World first as Microsofts speech recognition software becomes as accurate as humans

By Matthew Griffin Intelligence and the Senses 21st October 2016

WHY THIS MATTERS IN BRIEF

After almost forty years of research speech recognition systems are now as good as humans.

Microsoft have announced that they have made a major breakthrough in speech recognition and created a technology that, finally, recognises the words in conversational speech as well as humans do – or at least, as good as professional human transcriptionists, which is better than most humans.

In the report the team from Microsofts Artificial Intelligence and Research Unit announced that their speech recognition system makes the same – and in some cases fewer – errors than professional transcriptionists and that the systems word error rate (WER) is now just 5.9 percent – down from the 6.3 percent WER the team reported just last month.

Scientists are using AI to create universal translators for chickens

The 5.9 percent error rate is about equal to that of people who were asked to transcribe the same conversation, and it’s the lowest ever recorded against the imaginatively titled industry standard “Switchboard Speech Recognition Task”.
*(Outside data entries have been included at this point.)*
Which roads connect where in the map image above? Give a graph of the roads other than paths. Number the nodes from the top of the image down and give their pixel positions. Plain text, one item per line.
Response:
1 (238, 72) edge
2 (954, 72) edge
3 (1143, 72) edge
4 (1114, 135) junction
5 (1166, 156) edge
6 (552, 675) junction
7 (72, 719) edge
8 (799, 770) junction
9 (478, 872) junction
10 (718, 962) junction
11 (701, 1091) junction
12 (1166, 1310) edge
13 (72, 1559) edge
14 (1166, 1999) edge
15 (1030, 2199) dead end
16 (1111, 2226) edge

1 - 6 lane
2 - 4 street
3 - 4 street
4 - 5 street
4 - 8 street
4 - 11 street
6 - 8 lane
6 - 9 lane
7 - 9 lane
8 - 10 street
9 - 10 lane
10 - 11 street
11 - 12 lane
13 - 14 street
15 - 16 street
“We’ve reached human parity,” said Xuedong Huang, the company’s chief speech scientist, “and this is an historic achievement.”

And it is. To put it into context the announcement means, that for the first time ever, a machine is as good at recognising the words being spoken in a fluid conversation as a human is and by achieving this latest milestone the team has beat a goal they set less than a year ago. The new announcement goes to show just how fast the company’s speech recognition technology, which is based on Microsoft’s Computational Network Toolkit (MCNT), a homegrown system for deep learning that the research team has since posted on GitHub via an open source license, is progressing.
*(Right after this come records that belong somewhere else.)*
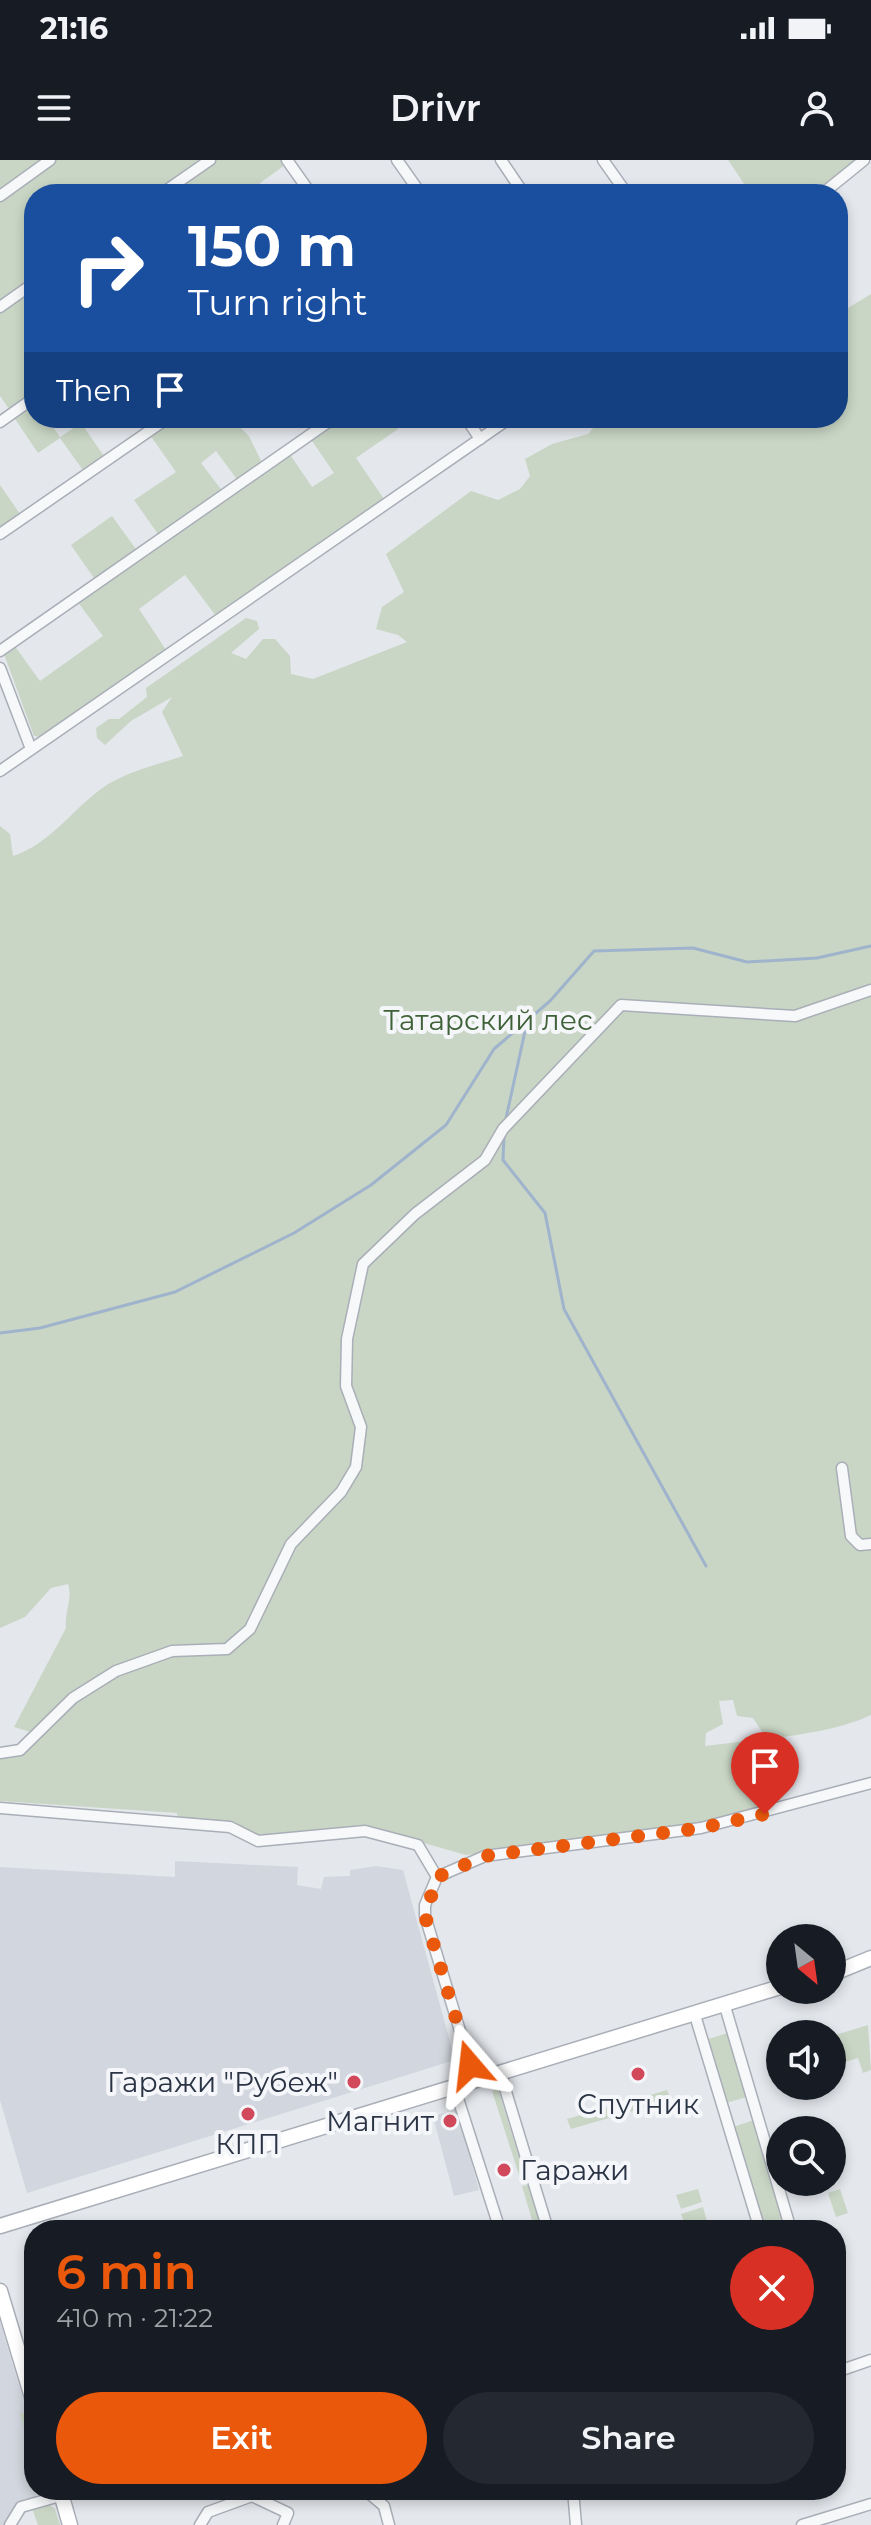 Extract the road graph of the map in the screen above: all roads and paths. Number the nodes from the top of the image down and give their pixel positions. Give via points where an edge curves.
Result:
1 (50, 160) edge
2 (210, 160) edge
3 (287, 160) edge
4 (397, 160) edge
5 (501, 160) edge
6 (603, 160) edge
7 (864, 160) edge
8 (175, 184) edge
9 (304, 184) edge
10 (414, 184) edge
11 (517, 184) edge
12 (620, 184) edge
13 (834, 184) edge
14 (0, 196) edge
15 (24, 290) edge
16 (0, 307) edge
17 (24, 405) edge
18 (0, 422) edge
19 (154, 428) edge
20 (320, 428) edge
21 (473, 428) edge
22 (496, 428) edge
23 (480, 439) junction
24 (0, 534) edge
25 (0, 651) edge
26 (0, 668) edge
27 (31, 749) junction
28 (0, 771) edge
29 (871, 990) edge
30 (842, 1468) dead end
31 (871, 1544) edge
32 (0, 1753) edge
33 (871, 1784) edge
34 (0, 1808) edge
35 (437, 1877) junction
36 (871, 1958) edge
37 (846, 1969) edge
38 (871, 1970) edge
39 (846, 1972) edge
40 (766, 1991) edge
41 (724, 2003) junction
42 (694, 2012) junction
43 (500, 2072) junction
44 (475, 2080) junction
45 (454, 2086) junction
46 (497, 2220) edge
47 (545, 2220) edge
48 (757, 2220) edge
49 (788, 2220) edge
50 (0, 2226) edge
51 (0, 2291) edge
52 (871, 2360) edge
53 (24, 2369) edge
54 (846, 2369) edge
55 (40, 2500) edge
56 (62, 2500) edge
57 (235, 2500) edge
58 (264, 2500) edge
59 (377, 2500) edge
60 (574, 2500) edge
61 (871, 2504) edge
62 (10, 2525) edge
63 (70, 2525) edge
64 (200, 2525) edge
65 (283, 2525) edge
66 (389, 2525) edge
67 (576, 2525) edge
68 (802, 2525) edge

1 - 14 street
2 - 8 street
3 - 9 street
4 - 10 street
5 - 11 street
6 - 12 street
7 - 13 street
15 - 16 street
17 - 18 street
19 - 24 street
20 - 25 street
21 - 23 street
22 - 23 street
23 - 27 street
26 - 27 street
27 - 28 street
29 - 32 street via 795,1016 621,1005 503,1129 485,1160 415,1214 363,1264 347,1339 346,1386 361,1427 356,1467 341,1492 291,1544 250,1629 227,1649 172,1651 116,1671 73,1698 20,1750
30 - 31 street via 851,1536 860,1545
33 - 35 street via 701,1828 485,1856
34 - 35 street via 230,1827 258,1841 365,1831 418,1845
35 - 44 street via 425,1916
36 - 37 main road
38 - 39 main road
40 - 41 main road
41 - 42 main road
41 - 49 street
42 - 43 main road
42 - 48 street
43 - 44 main road
43 - 47 street
44 - 45 main road
45 - 46 street
45 - 50 main road
51 - 53 main road
52 - 54 street
55 - 62 street via 21,2507
56 - 63 main road
57 - 64 street via 208,2512
58 - 65 street via 288,2513
59 - 66 street
60 - 67 street
61 - 68 street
Huang said CNTK’s ability to quickly process deep learning algorithms across multiple computers running a specialized chip called a Graphics Processing Unit (GPU) helped to vastly improve the speed at which they were able to do their research and, ultimately, reach parity.
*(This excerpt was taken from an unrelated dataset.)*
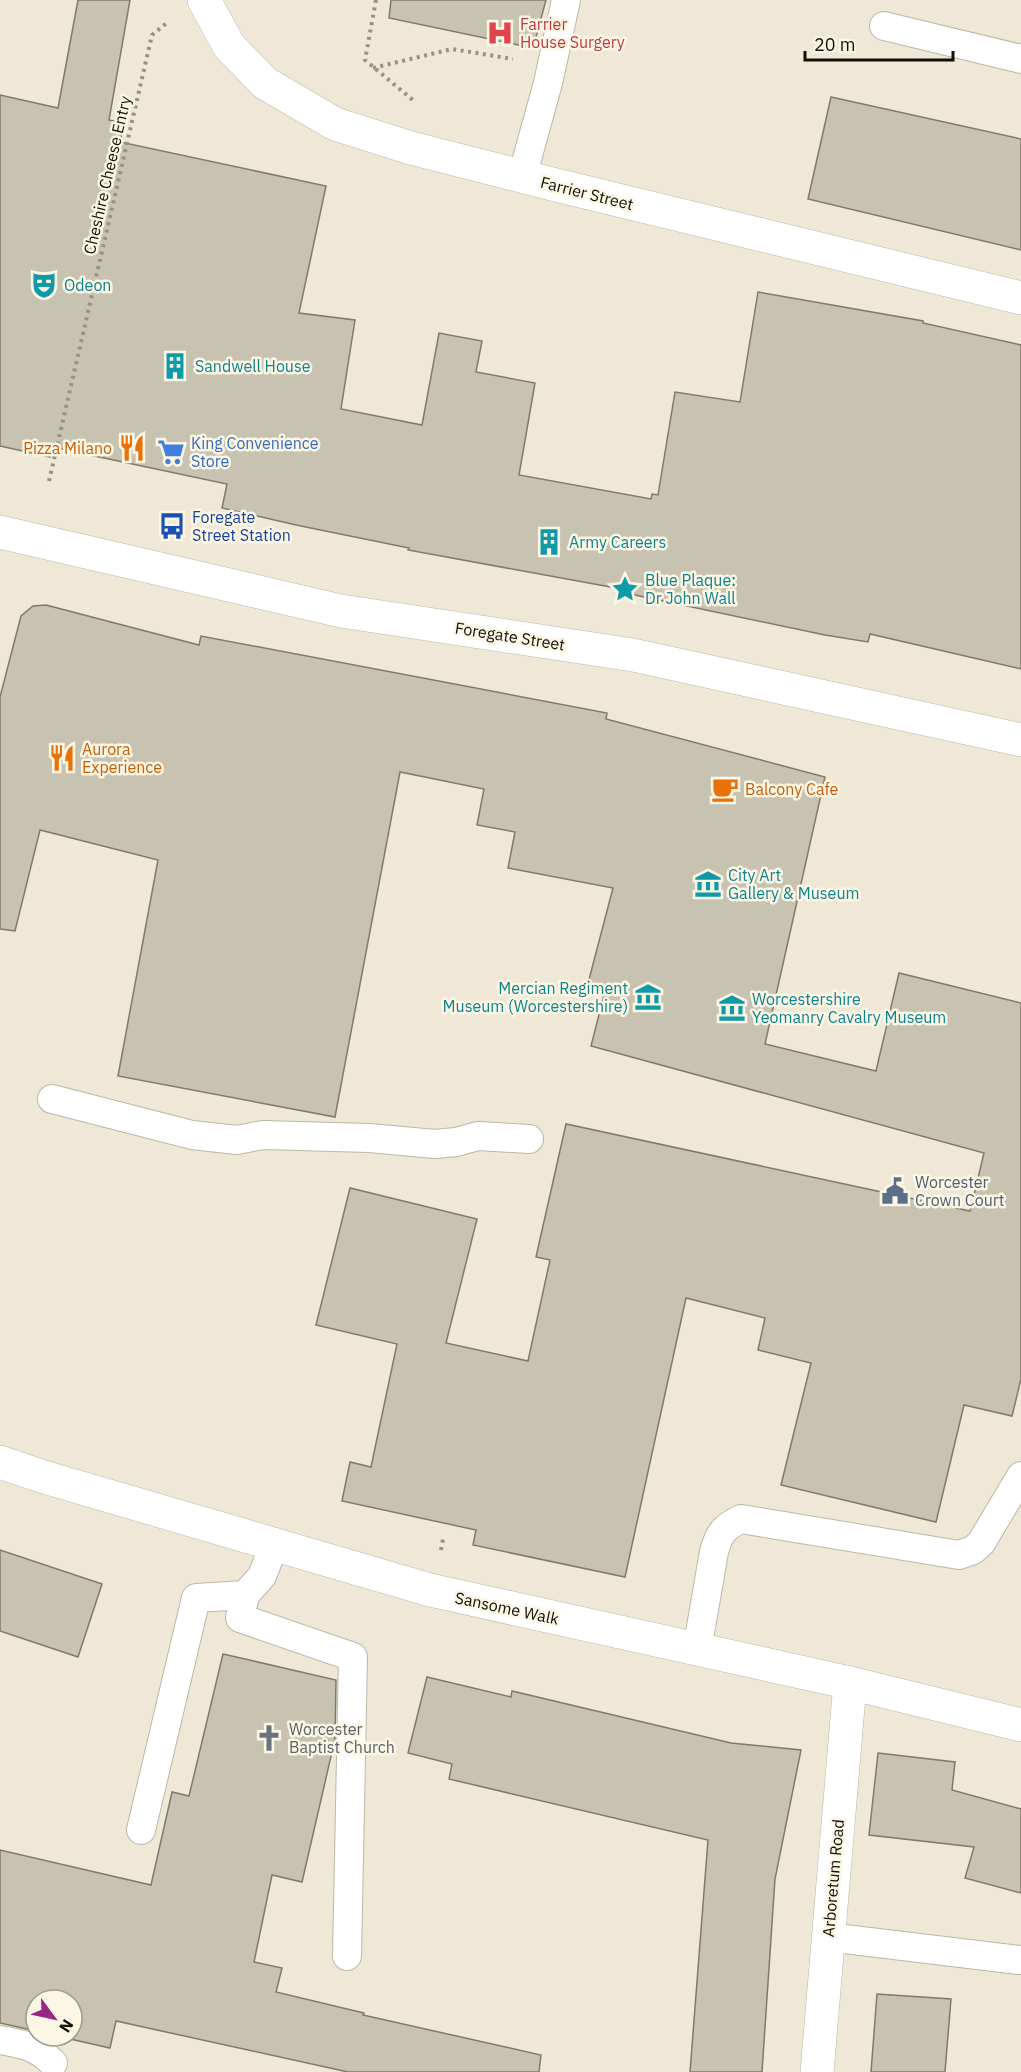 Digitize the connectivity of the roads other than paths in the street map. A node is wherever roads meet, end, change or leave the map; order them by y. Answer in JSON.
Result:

“Even five years ago, I wouldn’t have thought we could have achieved this. I just wouldn’t have thought it would be possible,” said Harry Shum, the executive vice president who heads the Microsoft Artificial Intelligence and Research group.

The research milestone comes after decades of research in speech recognition, beginning almost forty years ago in the early 1970s with DARPA, the US agency tasked with making technology breakthroughs in the interest of national security and over the decades, more and more technology companies and many research organizations have joined in the pursuit.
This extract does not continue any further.